### Problem requirements
Every line with "solid" in it must be copied from the data.

+ + + + +

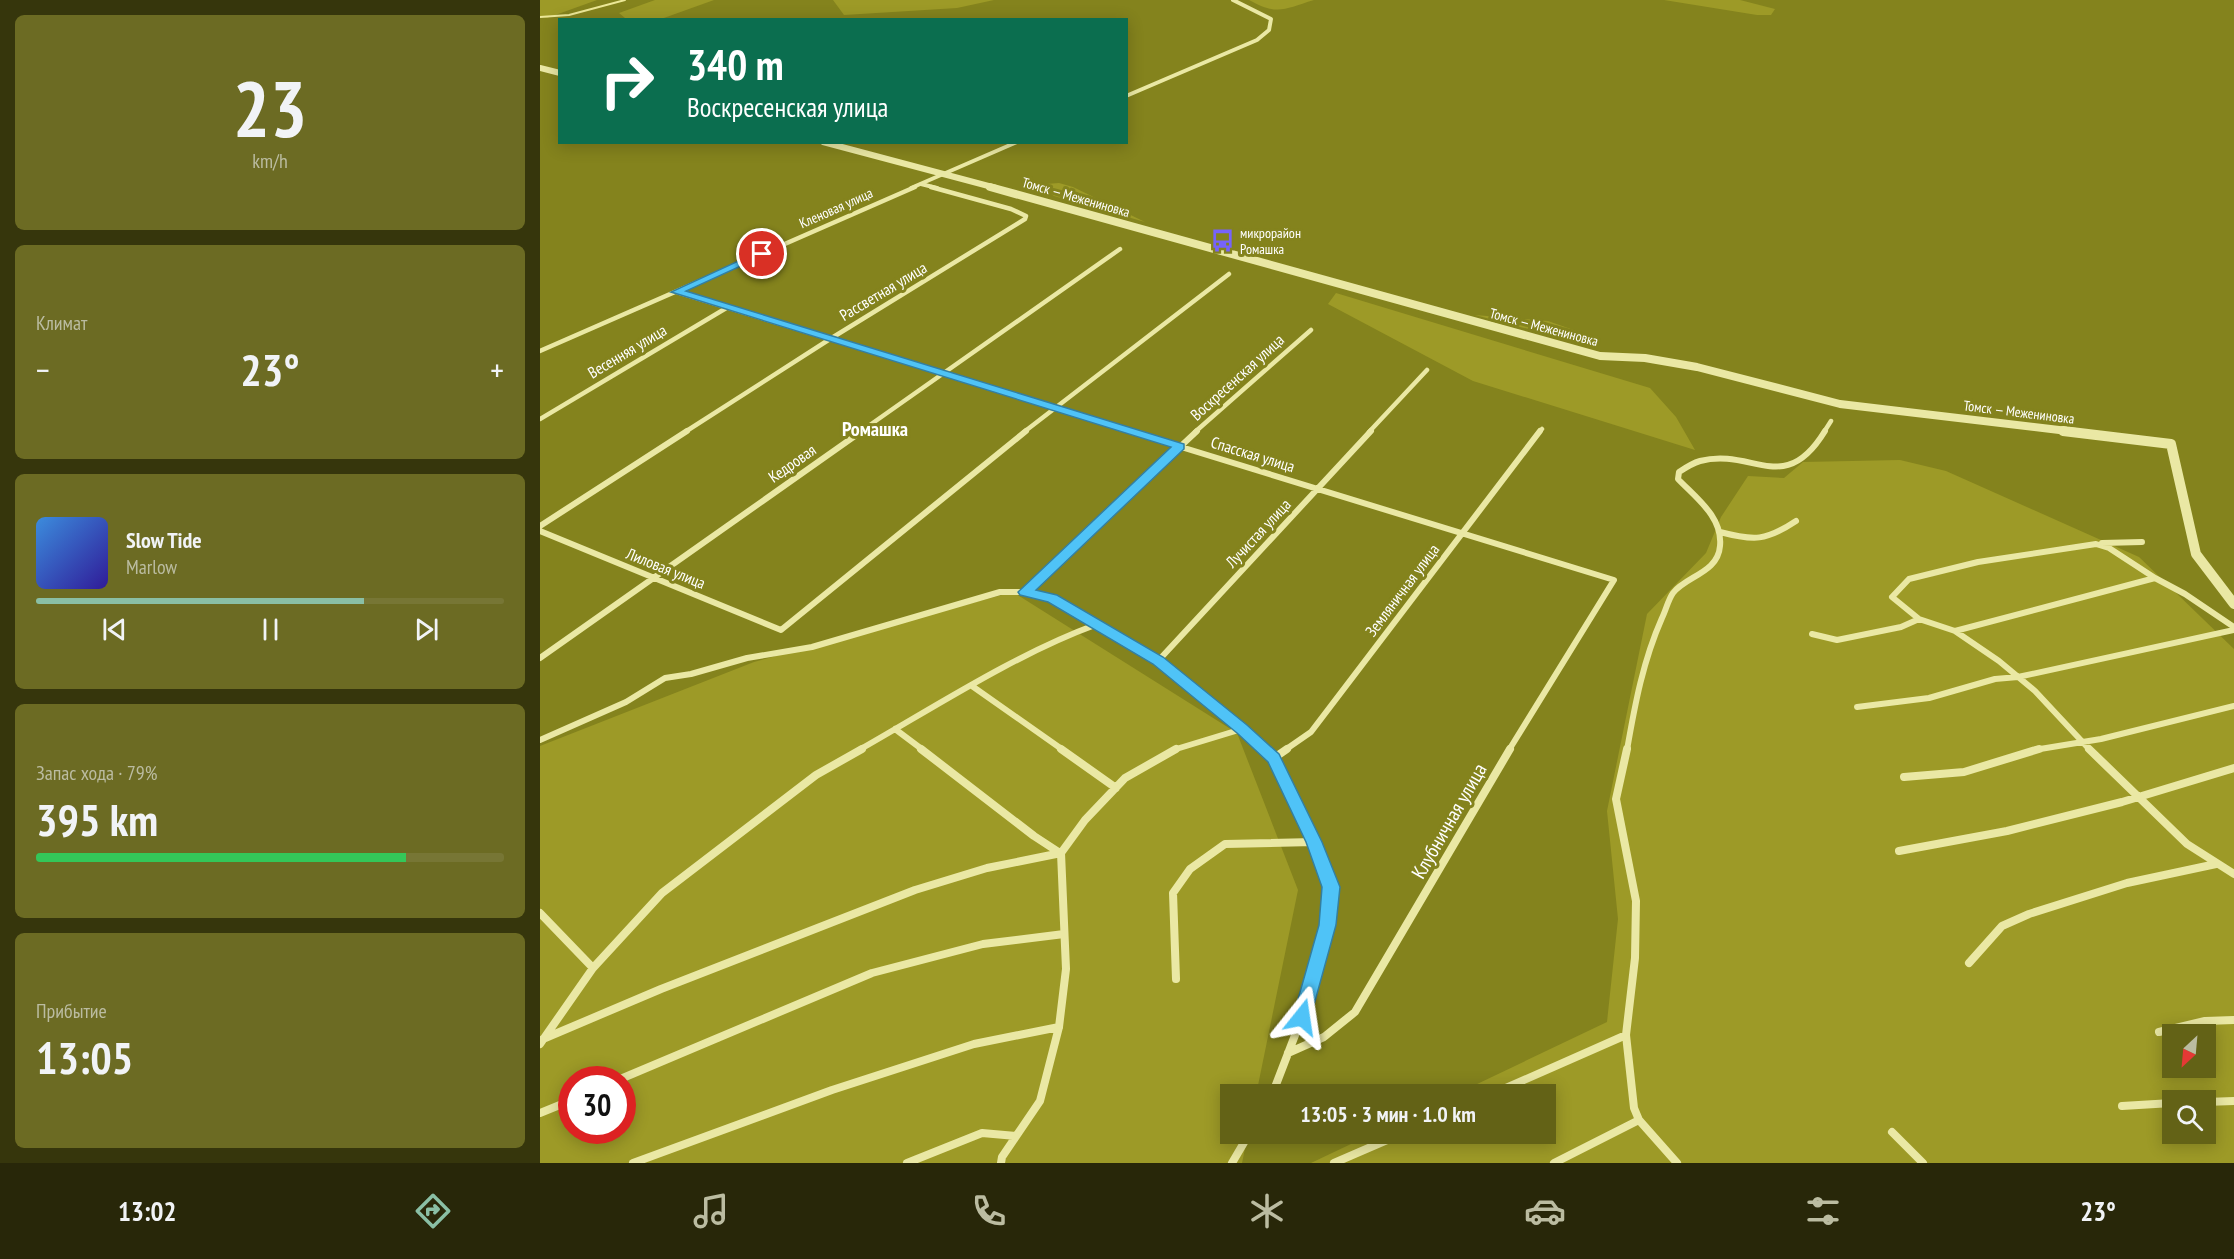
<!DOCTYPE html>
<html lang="ru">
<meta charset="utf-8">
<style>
:root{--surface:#636216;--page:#6c6b23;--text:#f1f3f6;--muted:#bbbca1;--line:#777635;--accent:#8abfa5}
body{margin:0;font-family:"PT Sans Narrow",sans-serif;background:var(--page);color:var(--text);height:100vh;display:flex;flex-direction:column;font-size:22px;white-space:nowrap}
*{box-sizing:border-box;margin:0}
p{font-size:20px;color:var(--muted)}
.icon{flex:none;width:33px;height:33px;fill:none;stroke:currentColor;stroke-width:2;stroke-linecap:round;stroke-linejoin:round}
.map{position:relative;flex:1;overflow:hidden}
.sheet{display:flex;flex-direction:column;gap:15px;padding:15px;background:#36360c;width:540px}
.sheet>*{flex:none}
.guide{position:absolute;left:18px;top:18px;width:570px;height:126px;border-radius:0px;box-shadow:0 3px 15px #0003;background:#0b6e4f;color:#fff;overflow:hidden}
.needle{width:39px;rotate:206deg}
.tools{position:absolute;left:1622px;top:1024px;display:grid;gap:12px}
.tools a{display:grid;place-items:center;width:54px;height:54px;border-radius:0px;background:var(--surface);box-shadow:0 3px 15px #0003;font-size:30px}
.speed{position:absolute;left:18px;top:1066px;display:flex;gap:12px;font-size:30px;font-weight:700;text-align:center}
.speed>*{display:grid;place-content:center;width:78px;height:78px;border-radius:50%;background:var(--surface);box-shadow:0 3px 15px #0003;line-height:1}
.speed .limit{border:9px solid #d22;background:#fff;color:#111}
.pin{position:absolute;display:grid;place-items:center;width:51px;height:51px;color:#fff;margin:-26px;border:3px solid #fff;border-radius:50%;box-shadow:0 2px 6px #0007}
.me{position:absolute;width:66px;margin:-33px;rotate:15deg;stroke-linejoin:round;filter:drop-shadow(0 0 4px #0008)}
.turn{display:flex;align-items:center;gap:21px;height:126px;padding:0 30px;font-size:27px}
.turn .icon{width:78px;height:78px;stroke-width:2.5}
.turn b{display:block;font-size:42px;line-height:51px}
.big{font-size:45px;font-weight:700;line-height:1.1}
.sheet .card{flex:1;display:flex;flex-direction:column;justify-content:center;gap:9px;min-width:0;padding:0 21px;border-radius:9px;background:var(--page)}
.sheet .dial{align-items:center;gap:0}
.dial b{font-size:78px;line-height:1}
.song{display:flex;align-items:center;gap:18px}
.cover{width:72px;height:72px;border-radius:9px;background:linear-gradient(135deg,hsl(210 70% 55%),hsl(250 70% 35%))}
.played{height:6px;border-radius:3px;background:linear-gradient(90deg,var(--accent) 70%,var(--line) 70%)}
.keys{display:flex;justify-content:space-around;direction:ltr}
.heat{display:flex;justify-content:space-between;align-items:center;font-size:33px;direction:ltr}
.charge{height:9px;border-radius:4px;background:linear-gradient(90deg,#34c759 79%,var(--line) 0)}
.trip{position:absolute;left:680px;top:1084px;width:336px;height:60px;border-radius:0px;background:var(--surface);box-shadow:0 3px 15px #0003;font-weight:700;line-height:60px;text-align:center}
.dock{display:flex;height:96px;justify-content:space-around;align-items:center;background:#282709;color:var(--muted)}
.dock .icon{width:42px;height:42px}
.dock .current{color:var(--accent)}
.dock b{font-size:27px;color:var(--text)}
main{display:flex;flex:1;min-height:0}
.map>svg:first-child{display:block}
.green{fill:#9d9a27;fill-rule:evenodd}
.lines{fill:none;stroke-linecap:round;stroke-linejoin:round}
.stream{stroke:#ece897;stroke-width:2}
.minor-far3{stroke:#eae8a4;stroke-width:4}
.minor-far2{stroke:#eae8a4;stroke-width:4.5}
.minor-far1{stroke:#eae8a4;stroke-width:6}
.minor{stroke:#eae8a4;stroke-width:8}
.tertiary-far2{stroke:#eae8a4;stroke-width:6}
.tertiary-far1{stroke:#eae8a4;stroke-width:8}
.tertiary{stroke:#eae8a4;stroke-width:10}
.route{fill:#4fc3f7;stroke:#337fa1;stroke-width:1.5}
.labels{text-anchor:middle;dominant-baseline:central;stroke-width:6;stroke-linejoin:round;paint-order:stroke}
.far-street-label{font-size:14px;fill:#fff;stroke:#84831d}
.far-poi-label{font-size:14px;fill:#fff;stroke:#84831d;text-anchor:start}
.street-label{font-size:16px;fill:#fff;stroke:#84831d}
.quarter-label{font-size:20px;font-weight:bold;fill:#fff;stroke:#84831d}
.near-street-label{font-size:20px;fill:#fff;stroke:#84831d}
</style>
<main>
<section class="sheet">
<div class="card dial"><b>23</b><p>km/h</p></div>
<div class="card"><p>Климат</p>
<div class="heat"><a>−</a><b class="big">23°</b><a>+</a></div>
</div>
<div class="card">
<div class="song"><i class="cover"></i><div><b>Slow Tide</b><p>Marlow</p></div></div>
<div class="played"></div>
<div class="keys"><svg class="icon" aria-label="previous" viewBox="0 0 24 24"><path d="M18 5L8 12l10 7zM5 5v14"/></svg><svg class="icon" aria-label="pause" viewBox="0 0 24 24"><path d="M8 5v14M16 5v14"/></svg><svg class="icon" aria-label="next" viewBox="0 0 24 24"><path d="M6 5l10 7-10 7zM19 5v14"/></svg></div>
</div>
<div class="card"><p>Запас хода · 79%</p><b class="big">395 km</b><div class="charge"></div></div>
<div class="card"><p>Прибытие</p><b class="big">13:05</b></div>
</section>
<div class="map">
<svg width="1694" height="1163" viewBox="0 0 1694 1163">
<rect width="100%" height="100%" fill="#84831d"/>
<path class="green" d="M0,0H57L7,18L0,16Z
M115,0H174L121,19L85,18L79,13Z
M293,0H454L417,8L304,15Z
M709,0H774C744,9 738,16 709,0Z
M1124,0H1200L1235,9L1231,15H1217Z
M519,183L533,187L605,222L514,196L504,189L506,184Z
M796,293L1110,388L1136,417L1155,450L933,381L788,304Z
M935,315L1008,321L1045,334L1057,347Z
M1360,460L1406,471L1599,557L1694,649V1163H771L832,1134H1005V1095H914L1067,1022L1078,919L1067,811L1107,614L1166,553L1181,517L1208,476L1244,478L1263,462ZM1632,1035H1665V1068H1632ZM1632,1101H1665V1134H1632Z
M473,592L697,733L758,890L716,1095H690V1134H708L702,1163H0V746L214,662ZM32,1080H82V1131H32Z"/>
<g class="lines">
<path class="stream" d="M0,17L29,15L85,0"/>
<path class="minor-far3" d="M586,96L717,40L729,30L731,19L693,0
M381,184L397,188
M371,188L477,142"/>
<path class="minor-far2" d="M137,292L594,432
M0,351L375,187
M0,419L188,307
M145,432L290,339L485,219L486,216L471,209L391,187
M320,432L580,249
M484,432L689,274
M655,432L771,330
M829,432L887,370
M999,432L1002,429
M1284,432L1291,421"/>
<path class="minor-far1" d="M589,431L1074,580L969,750
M0,526L147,431
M0,531L241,630L486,431
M1180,532C1214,541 1226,541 1256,521
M1562,543L1602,542
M485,592L657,431
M1415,631L1615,578L1645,594L1694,627
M1272,634L1297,640L1361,627L1379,619
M0,658L322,431
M618,661L831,431
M432,686L523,750
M1317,707L1389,698L1455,679L1478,677L1694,630
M355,729L383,750
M0,740L86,702L125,678L151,674L207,658L272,647L460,592H485L512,598L618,661L725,750
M319,750C393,708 476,654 555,625
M633,750L702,729
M745,750L771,732L1000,431
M1087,750C1095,704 1103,661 1122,618C1126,610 1128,600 1133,593C1146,576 1178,573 1180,546C1183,517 1156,498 1138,479L1139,472C1145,468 1153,463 1160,461C1213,447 1244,498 1285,431
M1494,750L1561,739L1694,706
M1550,750L1495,691L1459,661L1415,631L1379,619L1352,597L1369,579L1438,562L1556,544L1569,548L1615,578"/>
<path class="minor" d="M381,749L494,836L520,853
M521,749L576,788
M724,749L734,758L774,842L791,887L787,925L762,1017L732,1095
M1549,749L1647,844L1694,874
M734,758L747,749
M1364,777L1424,772L1499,749
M1359,851L1467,831L1582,802L1694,768
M0,913L53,968
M1429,963L1462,926L1489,914L1587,883L1676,864
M636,979L633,893L650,869L685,844L774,842
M1619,1032L1665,1021L1694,1020
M1086,1035L1094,1108L1099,1120L1137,1163
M3,1039L121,989L375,890L447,868L521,853
M0,1044L53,968L122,893L276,775L322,749
M748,1053L784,1037L815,1012L970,749
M78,1080L332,973L443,944L524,934
M950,1095L1086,1035L1095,958L1096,901L1076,799L1087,749
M1665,1102L1694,1101
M1582,1106L1632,1103
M0,1113L32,1100
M1352,1132L1383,1163
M93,1163L292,1090L434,1044L519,1027
M367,1163L442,1133L476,1136
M461,1163L462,1157L500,1101L519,1027L526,969L521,853L545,820L585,778L636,749
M692,1163L709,1134
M794,1163L861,1134
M1014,1163L1099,1120"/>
<path class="tertiary-far2" d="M0,68L20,73
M283,142L456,188"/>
<path class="tertiary-far1" d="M450,187L1060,356L1105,358L1157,367L1300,404L1536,432"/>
<path class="tertiary" d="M1523,431L1631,444L1656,554L1694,604"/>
</g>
<path class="route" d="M218,252L227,254L146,291L644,444V449L496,590L517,595L623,657L707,725L739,754L782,842L800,887L796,925L769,1023L762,1025L756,1023L753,1017L779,925L782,887L766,842L728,762L697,733L613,664L508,602L480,595L478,592L631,447L131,292Z"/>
<defs>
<symbol id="bus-bare" viewBox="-9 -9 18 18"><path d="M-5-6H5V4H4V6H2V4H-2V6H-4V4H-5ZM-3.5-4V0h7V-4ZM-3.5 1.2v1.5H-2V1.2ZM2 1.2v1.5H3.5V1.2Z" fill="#7763fa" stroke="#84831d" stroke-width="2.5" paint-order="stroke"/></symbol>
</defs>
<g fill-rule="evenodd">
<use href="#bus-bare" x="666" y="224" width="33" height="33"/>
</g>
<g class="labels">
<g class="far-street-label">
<text transform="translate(536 197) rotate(16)">Томск — Межениновка</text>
<text transform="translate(296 208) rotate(-24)">Кленовая улица</text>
<text transform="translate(1004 327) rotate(15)">Томск — Межениновка</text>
<text transform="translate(1479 412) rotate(7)">Томск — Межениновка</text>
</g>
<g class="far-poi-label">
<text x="700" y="233">микрорайон<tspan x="700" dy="16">Ромашка</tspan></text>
</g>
<g class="street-label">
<text transform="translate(343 291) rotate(-31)">Рассветная улица</text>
<text transform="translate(87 351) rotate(-31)">Весенняя улица</text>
<text transform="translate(697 377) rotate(-42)">Воскресенская улица</text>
<text transform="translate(713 454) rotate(17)">Спасская улица</text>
<text transform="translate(252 463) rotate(-35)">Кедровая</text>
<text transform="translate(718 533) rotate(-47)">Лучистая улица</text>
<text transform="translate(126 568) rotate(22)">Лиловая улица</text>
<text transform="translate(862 590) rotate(-53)">Земляничная улица</text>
</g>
<g class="quarter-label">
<text x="335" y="429">Ромашка</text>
</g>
<g class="near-street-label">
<text transform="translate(909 821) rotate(-60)">Клубничная улица</text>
</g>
</g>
</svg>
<div class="tools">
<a><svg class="needle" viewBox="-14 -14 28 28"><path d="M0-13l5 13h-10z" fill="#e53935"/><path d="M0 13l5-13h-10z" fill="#bbbca1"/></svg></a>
<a><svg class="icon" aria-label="search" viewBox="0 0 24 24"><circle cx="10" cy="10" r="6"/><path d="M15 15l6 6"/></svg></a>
</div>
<div class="speed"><div class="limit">30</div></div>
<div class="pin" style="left:222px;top:254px;background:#d93025"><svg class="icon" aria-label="arrive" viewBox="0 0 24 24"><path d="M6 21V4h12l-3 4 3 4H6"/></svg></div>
<svg class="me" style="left:762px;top:1017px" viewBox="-20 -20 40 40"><path d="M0-17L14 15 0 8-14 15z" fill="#4fc3f7" stroke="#fff" stroke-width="4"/></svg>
<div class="trip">13:05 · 3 мин · 1.0 km</div>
<div class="guide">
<div class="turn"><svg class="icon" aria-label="right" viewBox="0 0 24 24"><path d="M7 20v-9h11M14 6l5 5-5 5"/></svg><div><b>340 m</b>Воскресенская улица</div></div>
</div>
</div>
</main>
<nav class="dock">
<b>13:02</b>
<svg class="icon current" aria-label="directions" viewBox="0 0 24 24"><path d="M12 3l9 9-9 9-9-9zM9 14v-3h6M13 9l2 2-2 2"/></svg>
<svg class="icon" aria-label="music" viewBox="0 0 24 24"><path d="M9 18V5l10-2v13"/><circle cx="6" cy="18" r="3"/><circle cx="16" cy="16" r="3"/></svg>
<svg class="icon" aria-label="phone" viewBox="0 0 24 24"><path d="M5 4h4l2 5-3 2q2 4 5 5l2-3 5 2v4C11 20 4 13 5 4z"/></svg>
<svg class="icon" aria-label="climate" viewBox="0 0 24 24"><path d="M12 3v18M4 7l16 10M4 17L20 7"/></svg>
<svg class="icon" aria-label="car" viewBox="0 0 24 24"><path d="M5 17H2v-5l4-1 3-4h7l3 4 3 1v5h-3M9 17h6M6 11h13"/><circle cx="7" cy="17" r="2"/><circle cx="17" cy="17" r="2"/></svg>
<svg class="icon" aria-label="filters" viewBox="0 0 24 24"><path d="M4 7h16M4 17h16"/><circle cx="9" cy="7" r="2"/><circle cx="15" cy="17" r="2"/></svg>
<b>23°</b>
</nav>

+ + + + +

### Solution below
.speed .limit{border:9px solid #d22;background:#fff;color:#111}
.pin{position:absolute;display:grid;place-items:center;width:51px;height:51px;color:#fff;margin:-26px;border:3px solid #fff;border-radius:50%;box-shadow:0 2px 6px #0007}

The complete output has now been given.